Выбрать главу

Анри де Ренье

Провинциальное развлечение

ПРЕДИСЛОВИЕ

Новый роман Анри де Ренье «Провинциальное развлечение», написанный в обычной для его творчества последних лет манере спокойного повествования, представляет собою весьма ядовитую сатиру нравов провинциального французского городка. Мишенью этой сатиры является не столько французский буржуа, который, начиная с Флобера, не раз подвергался насмешкам литературы как отечественной, так и иностранной, сколько люди, фамилия которых снабжена приставками «де», «де ла», «ле», т. е. потомки некогда блистательного французского дворянства. По сравнению с написанным двадцать лет тому назад романом «Каникулы скромного молодого человека», фоном которого служит такой же провинциальный городок с такими же его обитателями, «Провинциальное развлечение» дает картину, к краскам которой прибавлено много желчи.

И здесь, как и в «Каникулах», провинциальный городок служит фоном личных переживаний, но носителем их является на этот раз не шестнадцатилетний подросток, в котором происходит наполняющее его смутною и радостною тревогою пробуждение мужчины, но отцветающий «парижанин», бессмысленно и «рассудительно» расточивший жизнь на чувственные наслаждения, пресыщенный жизнью и изнывающий от скуки, подводящий безрадостный итог эпикурейского существования. Записками своего героя Ренье лишний раз подчеркивает ничтожество характеров изображаемого им класса людей, неспособных ни на что великое и героическое, ни на любовь, ни на преступление. С этой целью рассказываемая им история искусно противопоставляется истории из столь любимого Ренье прошлого Франции, когда даже преступник был значителен в своем преступлении, умел сохранить и свободу духа, и мужество всенародно покаяться.
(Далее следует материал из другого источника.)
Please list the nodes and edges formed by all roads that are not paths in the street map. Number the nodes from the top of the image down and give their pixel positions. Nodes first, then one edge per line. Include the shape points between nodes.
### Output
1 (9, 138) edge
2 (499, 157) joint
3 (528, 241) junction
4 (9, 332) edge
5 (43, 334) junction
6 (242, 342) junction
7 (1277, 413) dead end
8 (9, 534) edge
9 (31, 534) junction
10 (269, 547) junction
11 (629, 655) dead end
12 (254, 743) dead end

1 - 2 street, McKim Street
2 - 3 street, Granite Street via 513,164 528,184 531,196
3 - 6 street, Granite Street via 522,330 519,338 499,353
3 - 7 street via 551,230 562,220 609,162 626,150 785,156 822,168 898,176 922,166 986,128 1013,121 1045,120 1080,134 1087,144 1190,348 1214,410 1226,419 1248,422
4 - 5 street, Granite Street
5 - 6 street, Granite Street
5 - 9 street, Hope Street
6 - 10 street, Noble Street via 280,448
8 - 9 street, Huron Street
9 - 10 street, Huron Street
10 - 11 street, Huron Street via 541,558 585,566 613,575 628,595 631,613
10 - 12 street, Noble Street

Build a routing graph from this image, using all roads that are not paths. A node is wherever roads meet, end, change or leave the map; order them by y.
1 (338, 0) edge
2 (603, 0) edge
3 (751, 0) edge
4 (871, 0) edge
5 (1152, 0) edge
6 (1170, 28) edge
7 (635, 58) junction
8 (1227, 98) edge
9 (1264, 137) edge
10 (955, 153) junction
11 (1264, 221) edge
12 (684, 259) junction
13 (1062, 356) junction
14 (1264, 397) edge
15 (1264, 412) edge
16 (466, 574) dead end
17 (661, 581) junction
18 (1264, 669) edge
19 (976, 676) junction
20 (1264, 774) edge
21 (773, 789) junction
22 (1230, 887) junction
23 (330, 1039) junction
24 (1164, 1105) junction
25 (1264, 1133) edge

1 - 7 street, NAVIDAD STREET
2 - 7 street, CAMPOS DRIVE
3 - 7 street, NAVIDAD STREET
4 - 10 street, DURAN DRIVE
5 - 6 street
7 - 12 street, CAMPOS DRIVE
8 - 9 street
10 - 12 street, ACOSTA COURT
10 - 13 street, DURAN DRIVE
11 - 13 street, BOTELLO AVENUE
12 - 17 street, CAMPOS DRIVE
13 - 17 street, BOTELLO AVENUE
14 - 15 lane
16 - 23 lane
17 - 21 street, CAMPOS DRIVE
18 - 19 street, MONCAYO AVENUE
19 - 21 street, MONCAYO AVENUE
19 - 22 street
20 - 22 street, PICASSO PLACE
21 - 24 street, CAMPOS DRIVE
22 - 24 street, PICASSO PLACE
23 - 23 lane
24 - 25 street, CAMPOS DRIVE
По композиции роман Ренье напоминает лирическую поэму — медлительно текущее повествование то и дело сопровождается отступлениями: грустью о невозвратном, несовершенном и утраченном, страстными призывами к «случаю» наполнить живым содержанием пустую жизнь, описанием красот природы. Точность языка и четкость образов свидетельствуют о твердой воле и ясности мысли автора, который, на шестом уже десятке, продолжает с неослабеваюидим напряжением творить искусно построенные и прекрасные произведения.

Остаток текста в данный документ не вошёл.